Data shown:
▶
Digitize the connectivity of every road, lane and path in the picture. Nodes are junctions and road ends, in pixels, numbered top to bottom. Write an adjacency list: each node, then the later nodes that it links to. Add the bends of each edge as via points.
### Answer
◀
▶
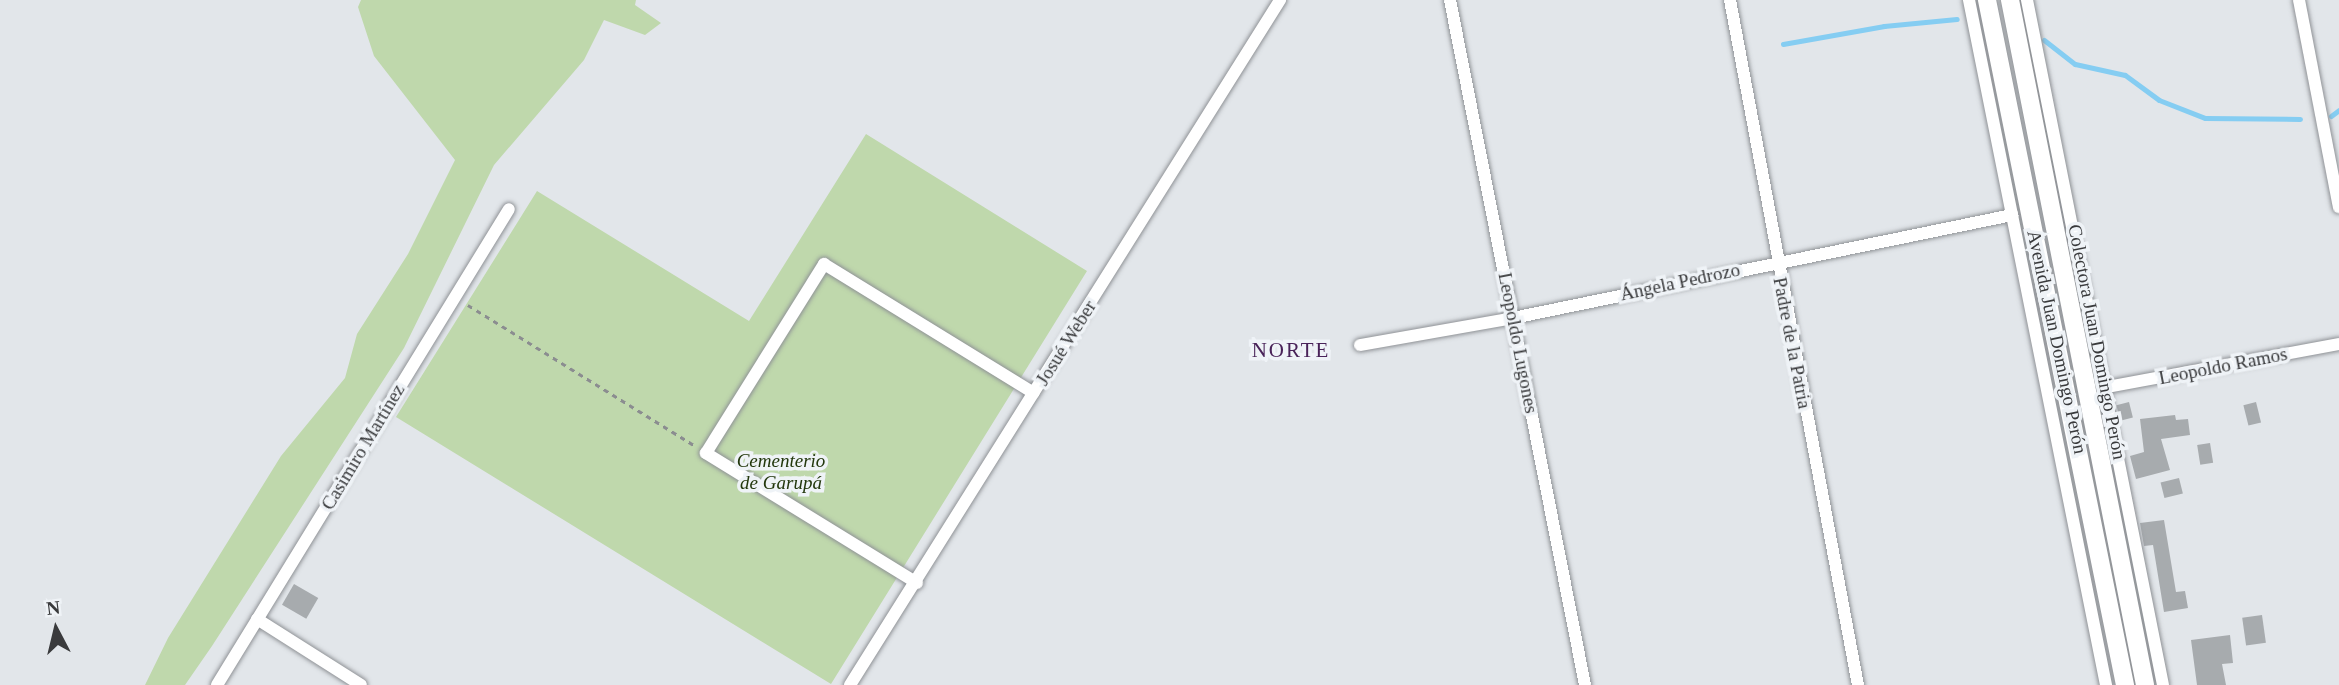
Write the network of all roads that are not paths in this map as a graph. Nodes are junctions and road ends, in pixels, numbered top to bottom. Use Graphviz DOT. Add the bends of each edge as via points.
◀
What to produce: Your answer should be all lines from the data that contain "ends".

Solution for this task:
Digitize the connectivity of every road, lane and path in the picture. Nodes are junctions and road ends, in pixels, numbered top to bottom. Write an adjacency list: each node, then the later nodes that it links to. Add the bends of each edge as via points.
Write the network of all roads that are not paths in this map as a graph. Nodes are junctions and road ends, in pixels, numbered top to bottom. Use Graphviz DOT. Add the bends of each edge as via points.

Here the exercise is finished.